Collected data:

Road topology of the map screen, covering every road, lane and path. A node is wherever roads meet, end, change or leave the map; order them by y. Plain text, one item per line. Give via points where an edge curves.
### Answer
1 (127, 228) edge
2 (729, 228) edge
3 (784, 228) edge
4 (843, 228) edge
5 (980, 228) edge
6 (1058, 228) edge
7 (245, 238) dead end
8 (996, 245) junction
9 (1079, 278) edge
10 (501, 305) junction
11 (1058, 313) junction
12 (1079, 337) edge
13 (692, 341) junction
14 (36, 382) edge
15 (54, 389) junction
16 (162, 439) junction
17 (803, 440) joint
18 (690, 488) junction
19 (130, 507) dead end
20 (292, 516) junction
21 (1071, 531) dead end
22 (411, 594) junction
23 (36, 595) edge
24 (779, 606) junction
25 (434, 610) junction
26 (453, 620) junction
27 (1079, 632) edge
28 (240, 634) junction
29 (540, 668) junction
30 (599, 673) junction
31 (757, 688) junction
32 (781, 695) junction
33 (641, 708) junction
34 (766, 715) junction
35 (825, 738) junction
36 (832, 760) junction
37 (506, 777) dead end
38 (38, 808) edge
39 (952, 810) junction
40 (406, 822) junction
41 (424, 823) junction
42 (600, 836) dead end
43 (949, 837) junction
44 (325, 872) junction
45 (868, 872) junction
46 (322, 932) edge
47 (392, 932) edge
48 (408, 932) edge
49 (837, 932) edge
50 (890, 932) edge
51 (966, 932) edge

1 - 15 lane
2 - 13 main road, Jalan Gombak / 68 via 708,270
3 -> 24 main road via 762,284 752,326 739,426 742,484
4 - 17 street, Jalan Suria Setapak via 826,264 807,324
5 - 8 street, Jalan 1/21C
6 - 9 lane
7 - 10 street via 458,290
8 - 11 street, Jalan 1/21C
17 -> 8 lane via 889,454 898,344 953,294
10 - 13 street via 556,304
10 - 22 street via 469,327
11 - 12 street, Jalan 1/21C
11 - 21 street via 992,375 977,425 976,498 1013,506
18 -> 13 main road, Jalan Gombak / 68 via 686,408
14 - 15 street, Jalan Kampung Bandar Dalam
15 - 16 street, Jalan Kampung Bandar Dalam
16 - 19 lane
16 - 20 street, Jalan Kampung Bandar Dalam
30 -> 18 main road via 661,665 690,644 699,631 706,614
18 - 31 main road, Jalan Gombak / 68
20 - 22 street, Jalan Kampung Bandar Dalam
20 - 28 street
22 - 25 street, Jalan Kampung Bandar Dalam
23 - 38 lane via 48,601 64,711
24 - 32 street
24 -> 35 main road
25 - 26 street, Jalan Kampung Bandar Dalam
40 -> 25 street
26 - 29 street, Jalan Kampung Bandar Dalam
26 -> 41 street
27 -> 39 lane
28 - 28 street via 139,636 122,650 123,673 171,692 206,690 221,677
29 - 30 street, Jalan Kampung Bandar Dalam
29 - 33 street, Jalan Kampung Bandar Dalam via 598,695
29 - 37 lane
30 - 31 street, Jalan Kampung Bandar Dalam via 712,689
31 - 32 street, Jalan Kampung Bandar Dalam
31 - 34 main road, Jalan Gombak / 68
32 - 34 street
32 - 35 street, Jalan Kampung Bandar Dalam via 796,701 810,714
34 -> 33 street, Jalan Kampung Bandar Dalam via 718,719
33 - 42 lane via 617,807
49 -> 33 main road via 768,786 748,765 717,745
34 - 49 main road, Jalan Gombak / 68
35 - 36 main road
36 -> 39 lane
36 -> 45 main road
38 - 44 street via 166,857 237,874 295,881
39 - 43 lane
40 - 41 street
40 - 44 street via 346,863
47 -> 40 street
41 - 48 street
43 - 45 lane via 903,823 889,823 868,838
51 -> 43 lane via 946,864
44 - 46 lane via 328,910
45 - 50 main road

---

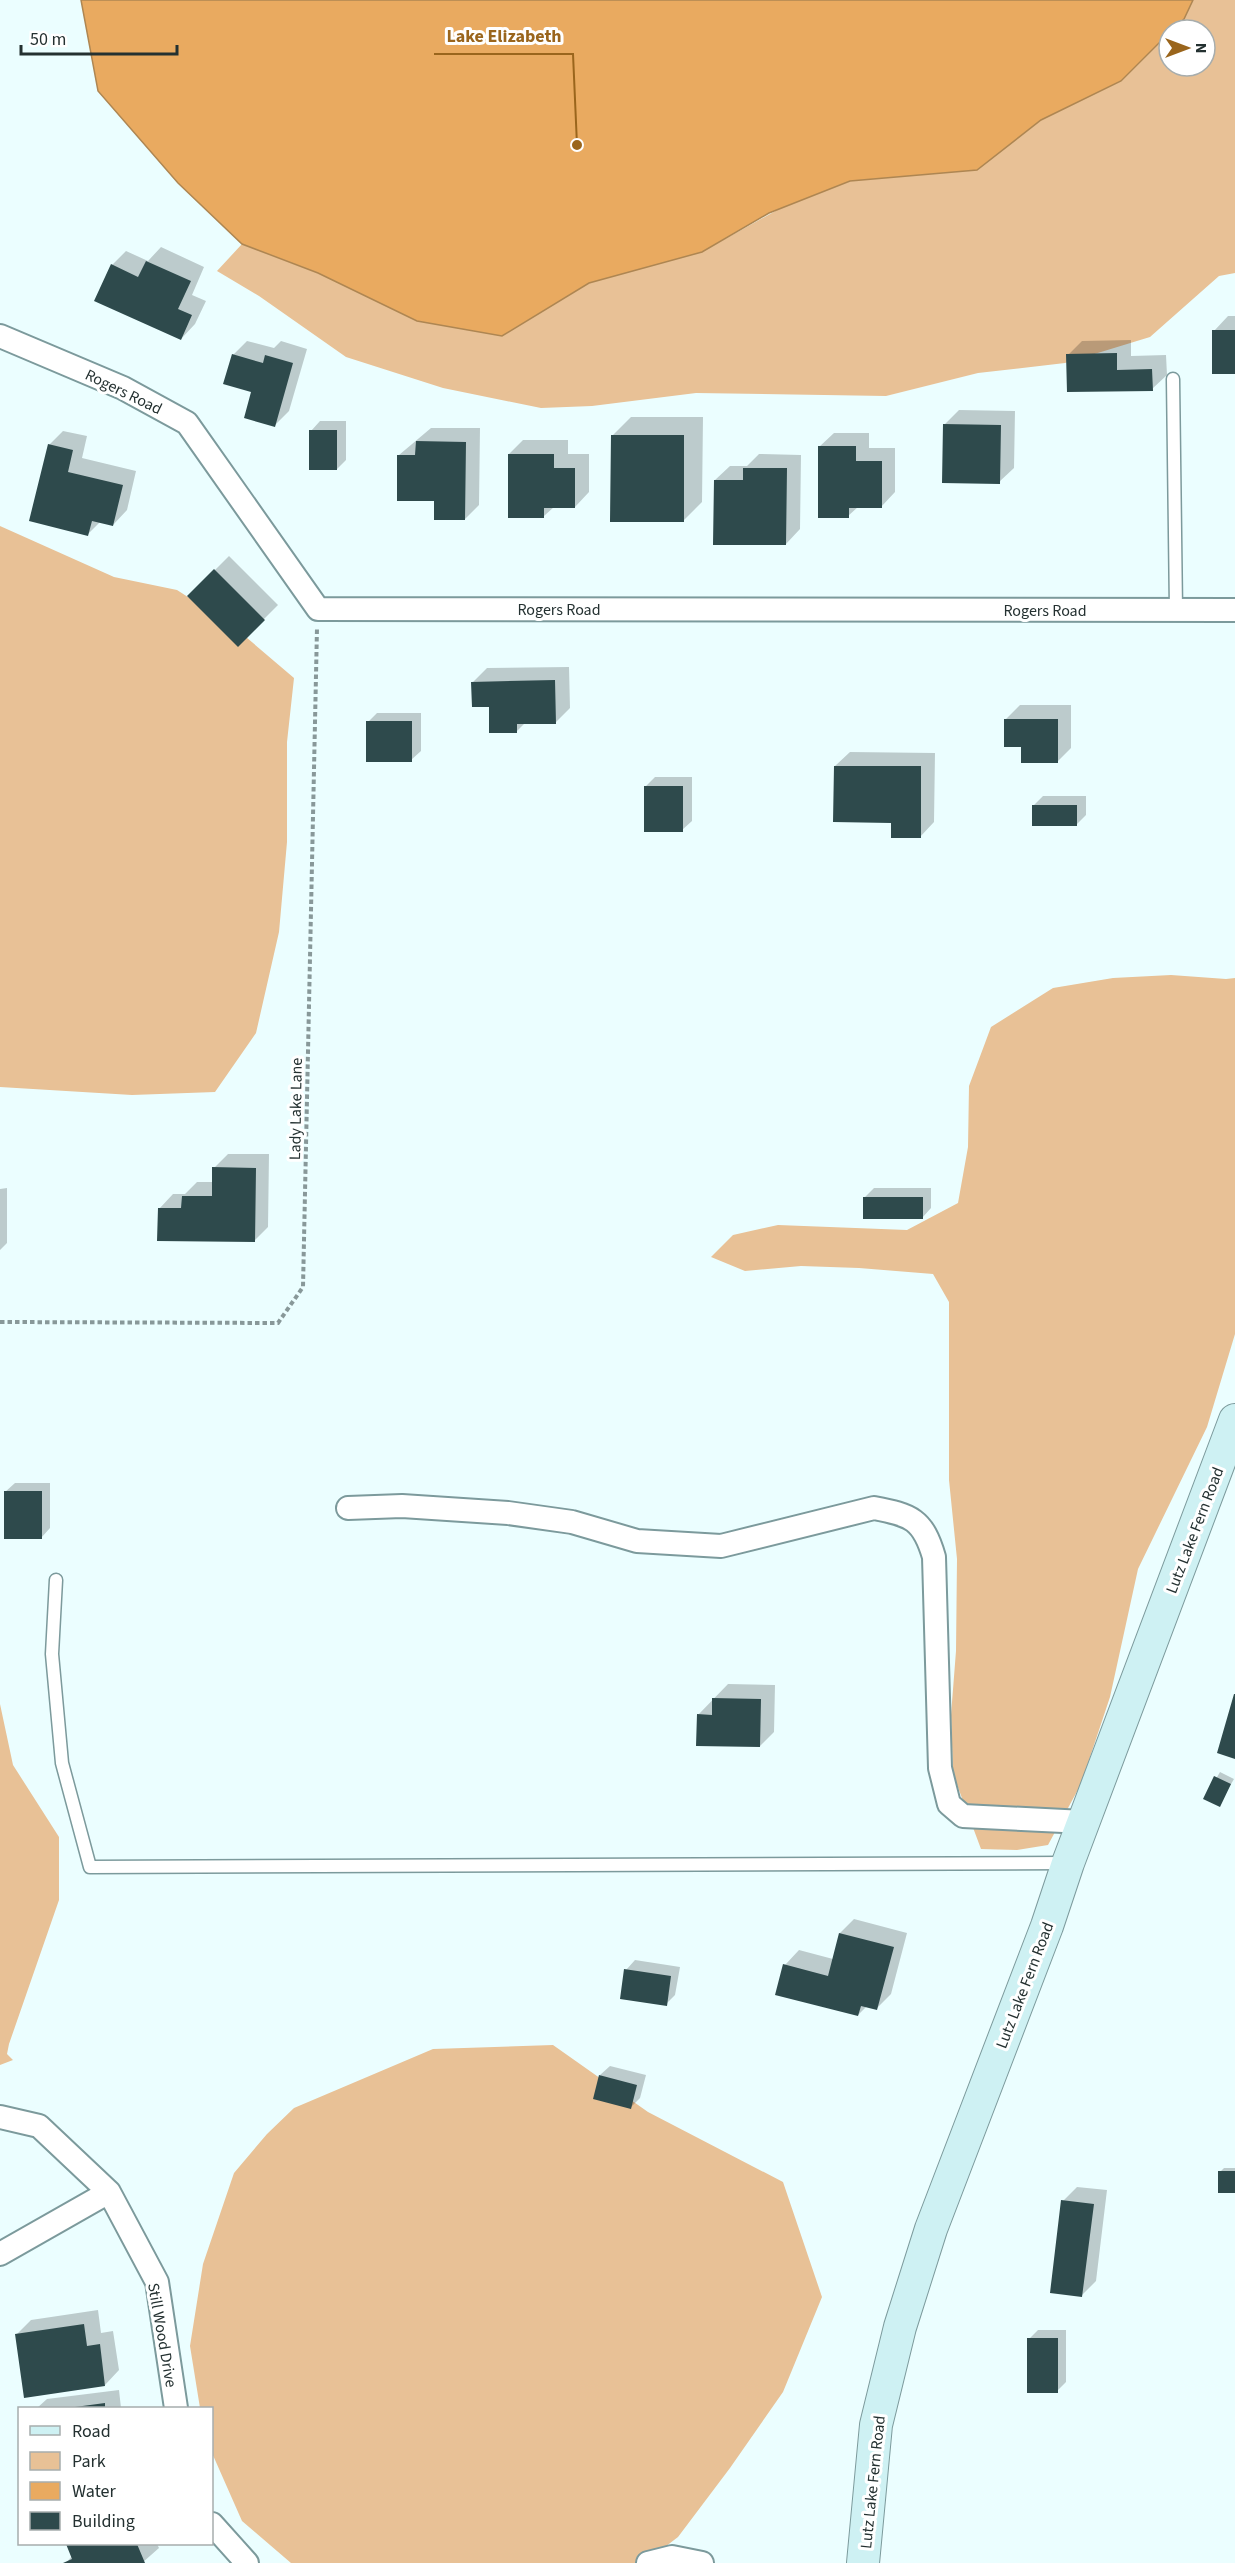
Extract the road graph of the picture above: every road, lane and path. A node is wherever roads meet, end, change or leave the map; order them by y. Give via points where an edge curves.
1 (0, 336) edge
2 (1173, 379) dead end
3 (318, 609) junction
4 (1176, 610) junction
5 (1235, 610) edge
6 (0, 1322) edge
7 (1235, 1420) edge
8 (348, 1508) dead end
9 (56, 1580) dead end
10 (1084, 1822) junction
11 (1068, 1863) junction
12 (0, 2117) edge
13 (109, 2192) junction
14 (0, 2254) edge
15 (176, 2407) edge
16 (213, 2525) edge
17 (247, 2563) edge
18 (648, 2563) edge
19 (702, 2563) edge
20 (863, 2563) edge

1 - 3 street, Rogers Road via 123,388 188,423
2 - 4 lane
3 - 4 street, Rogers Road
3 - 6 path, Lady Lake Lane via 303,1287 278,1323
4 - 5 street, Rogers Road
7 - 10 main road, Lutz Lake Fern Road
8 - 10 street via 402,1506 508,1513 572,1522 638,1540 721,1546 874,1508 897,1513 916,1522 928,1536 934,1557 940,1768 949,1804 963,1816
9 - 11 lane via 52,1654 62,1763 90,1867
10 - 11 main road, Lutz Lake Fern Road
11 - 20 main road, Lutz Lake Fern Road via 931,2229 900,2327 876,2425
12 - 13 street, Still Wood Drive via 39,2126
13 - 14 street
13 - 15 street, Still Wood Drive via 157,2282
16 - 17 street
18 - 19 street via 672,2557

## Activity
Would you filter the records and copy out each line containing "path"?

## Answer box
Road topology of the map screen, covering every road, lane and path. A node is wherever roads meet, end, change or leave the map; order them by y. Plain text, one item per line. Give via points where an edge curves.
Extract the road graph of the picture above: every road, lane and path. A node is wherever roads meet, end, change or leave the map; order them by y. Give via points where an edge curves.
3 - 6 path, Lady Lake Lane via 303,1287 278,1323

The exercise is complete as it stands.